Extracted information -
§ §

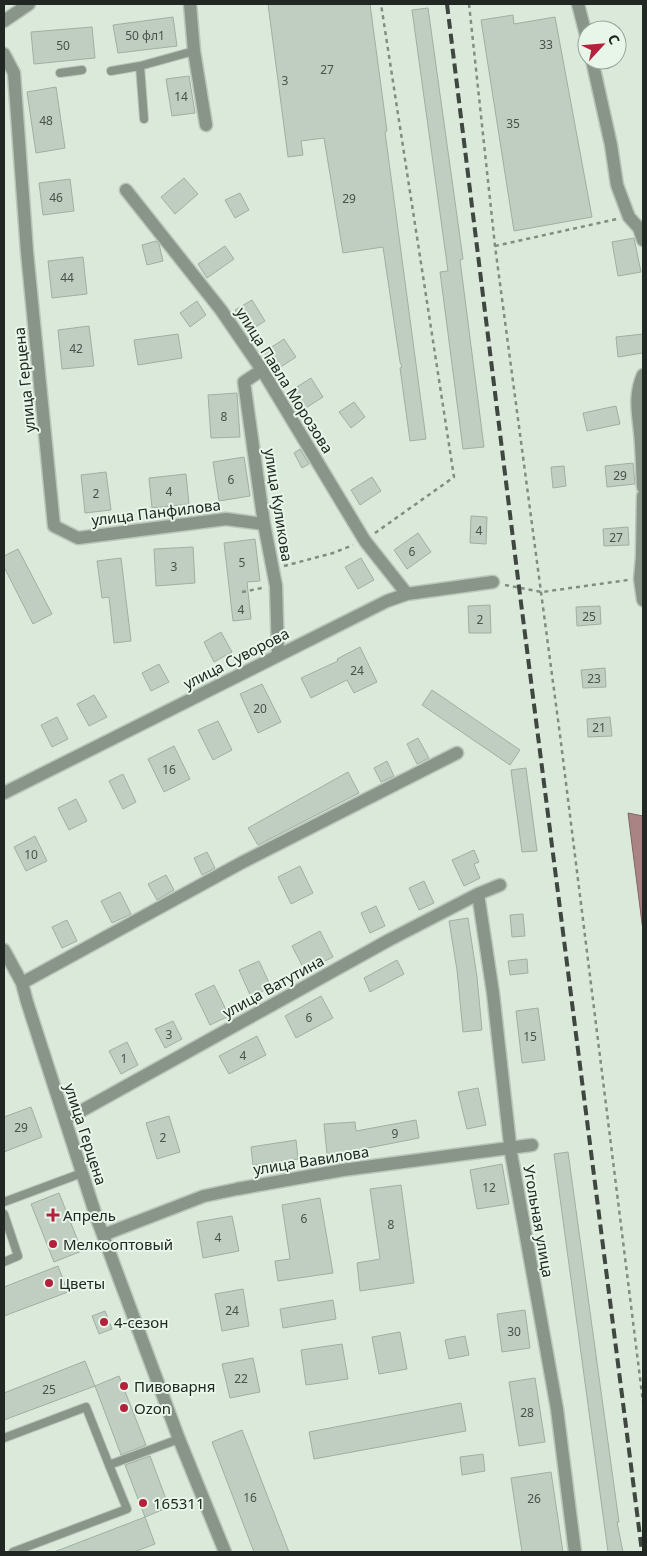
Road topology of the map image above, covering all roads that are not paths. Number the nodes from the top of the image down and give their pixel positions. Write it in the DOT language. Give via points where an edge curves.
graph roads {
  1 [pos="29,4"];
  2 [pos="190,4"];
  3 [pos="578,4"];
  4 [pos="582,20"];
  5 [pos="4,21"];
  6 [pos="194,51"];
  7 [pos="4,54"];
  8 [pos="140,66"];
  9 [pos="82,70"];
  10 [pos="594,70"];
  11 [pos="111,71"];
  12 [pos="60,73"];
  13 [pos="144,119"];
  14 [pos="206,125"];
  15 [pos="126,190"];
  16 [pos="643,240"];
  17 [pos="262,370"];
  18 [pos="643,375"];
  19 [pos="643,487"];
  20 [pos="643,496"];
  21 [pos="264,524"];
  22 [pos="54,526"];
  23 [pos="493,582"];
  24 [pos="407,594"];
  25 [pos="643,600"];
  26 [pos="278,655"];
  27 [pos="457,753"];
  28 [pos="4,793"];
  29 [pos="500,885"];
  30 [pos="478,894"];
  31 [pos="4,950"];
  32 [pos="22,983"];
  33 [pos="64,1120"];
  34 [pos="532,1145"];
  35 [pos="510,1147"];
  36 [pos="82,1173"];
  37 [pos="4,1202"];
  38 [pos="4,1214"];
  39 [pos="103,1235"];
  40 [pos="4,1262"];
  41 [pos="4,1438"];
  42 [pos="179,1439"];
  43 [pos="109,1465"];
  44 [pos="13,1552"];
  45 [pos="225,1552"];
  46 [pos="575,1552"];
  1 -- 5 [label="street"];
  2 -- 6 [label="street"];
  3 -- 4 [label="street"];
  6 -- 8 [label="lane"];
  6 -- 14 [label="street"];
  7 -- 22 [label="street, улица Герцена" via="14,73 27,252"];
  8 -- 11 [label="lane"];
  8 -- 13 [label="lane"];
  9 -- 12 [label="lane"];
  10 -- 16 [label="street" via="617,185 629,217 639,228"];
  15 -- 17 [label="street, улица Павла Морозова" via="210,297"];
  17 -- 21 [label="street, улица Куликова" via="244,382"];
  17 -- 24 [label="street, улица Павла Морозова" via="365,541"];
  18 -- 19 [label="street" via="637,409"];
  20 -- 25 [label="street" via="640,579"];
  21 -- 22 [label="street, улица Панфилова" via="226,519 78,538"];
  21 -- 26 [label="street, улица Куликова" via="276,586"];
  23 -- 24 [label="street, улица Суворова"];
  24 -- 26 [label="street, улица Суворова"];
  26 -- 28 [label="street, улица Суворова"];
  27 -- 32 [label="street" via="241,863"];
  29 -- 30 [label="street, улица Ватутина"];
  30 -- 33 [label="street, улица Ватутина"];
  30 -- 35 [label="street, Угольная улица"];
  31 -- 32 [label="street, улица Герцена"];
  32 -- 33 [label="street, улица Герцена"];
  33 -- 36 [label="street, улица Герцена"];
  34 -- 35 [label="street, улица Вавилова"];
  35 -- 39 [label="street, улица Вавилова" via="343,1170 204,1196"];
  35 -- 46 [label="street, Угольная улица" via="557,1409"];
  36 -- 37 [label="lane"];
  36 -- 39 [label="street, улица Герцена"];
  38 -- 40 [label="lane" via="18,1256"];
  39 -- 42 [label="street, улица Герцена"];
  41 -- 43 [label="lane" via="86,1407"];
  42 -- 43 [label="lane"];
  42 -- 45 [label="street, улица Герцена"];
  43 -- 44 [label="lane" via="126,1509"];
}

§ §

Goal of the exercise - Reprint the listing above verbatim but drop the images.

Exercise output -
Road topology of the map image above, covering all roads that are not paths. Number the nodes from the top of the image down and give their pixel positions. Write it in the DOT language. Give via points where an edge curves.
graph roads {
  1 [pos="29,4"];
  2 [pos="190,4"];
  3 [pos="578,4"];
  4 [pos="582,20"];
  5 [pos="4,21"];
  6 [pos="194,51"];
  7 [pos="4,54"];
  8 [pos="140,66"];
  9 [pos="82,70"];
  10 [pos="594,70"];
  11 [pos="111,71"];
  12 [pos="60,73"];
  13 [pos="144,119"];
  14 [pos="206,125"];
  15 [pos="126,190"];
  16 [pos="643,240"];
  17 [pos="262,370"];
  18 [pos="643,375"];
  19 [pos="643,487"];
  20 [pos="643,496"];
  21 [pos="264,524"];
  22 [pos="54,526"];
  23 [pos="493,582"];
  24 [pos="407,594"];
  25 [pos="643,600"];
  26 [pos="278,655"];
  27 [pos="457,753"];
  28 [pos="4,793"];
  29 [pos="500,885"];
  30 [pos="478,894"];
  31 [pos="4,950"];
  32 [pos="22,983"];
  33 [pos="64,1120"];
  34 [pos="532,1145"];
  35 [pos="510,1147"];
  36 [pos="82,1173"];
  37 [pos="4,1202"];
  38 [pos="4,1214"];
  39 [pos="103,1235"];
  40 [pos="4,1262"];
  41 [pos="4,1438"];
  42 [pos="179,1439"];
  43 [pos="109,1465"];
  44 [pos="13,1552"];
  45 [pos="225,1552"];
  46 [pos="575,1552"];
  1 -- 5 [label="street"];
  2 -- 6 [label="street"];
  3 -- 4 [label="street"];
  6 -- 8 [label="lane"];
  6 -- 14 [label="street"];
  7 -- 22 [label="street, улица Герцена" via="14,73 27,252"];
  8 -- 11 [label="lane"];
  8 -- 13 [label="lane"];
  9 -- 12 [label="lane"];
  10 -- 16 [label="street" via="617,185 629,217 639,228"];
  15 -- 17 [label="street, улица Павла Морозова" via="210,297"];
  17 -- 21 [label="street, улица Куликова" via="244,382"];
  17 -- 24 [label="street, улица Павла Морозова" via="365,541"];
  18 -- 19 [label="street" via="637,409"];
  20 -- 25 [label="street" via="640,579"];
  21 -- 22 [label="street, улица Панфилова" via="226,519 78,538"];
  21 -- 26 [label="street, улица Куликова" via="276,586"];
  23 -- 24 [label="street, улица Суворова"];
  24 -- 26 [label="street, улица Суворова"];
  26 -- 28 [label="street, улица Суворова"];
  27 -- 32 [label="street" via="241,863"];
  29 -- 30 [label="street, улица Ватутина"];
  30 -- 33 [label="street, улица Ватутина"];
  30 -- 35 [label="street, Угольная улица"];
  31 -- 32 [label="street, улица Герцена"];
  32 -- 33 [label="street, улица Герцена"];
  33 -- 36 [label="street, улица Герцена"];
  34 -- 35 [label="street, улица Вавилова"];
  35 -- 39 [label="street, улица Вавилова" via="343,1170 204,1196"];
  35 -- 46 [label="street, Угольная улица" via="557,1409"];
  36 -- 37 [label="lane"];
  36 -- 39 [label="street, улица Герцена"];
  38 -- 40 [label="lane" via="18,1256"];
  39 -- 42 [label="street, улица Герцена"];
  41 -- 43 [label="lane" via="86,1407"];
  42 -- 43 [label="lane"];
  42 -- 45 [label="street, улица Герцена"];
  43 -- 44 [label="lane" via="126,1509"];
}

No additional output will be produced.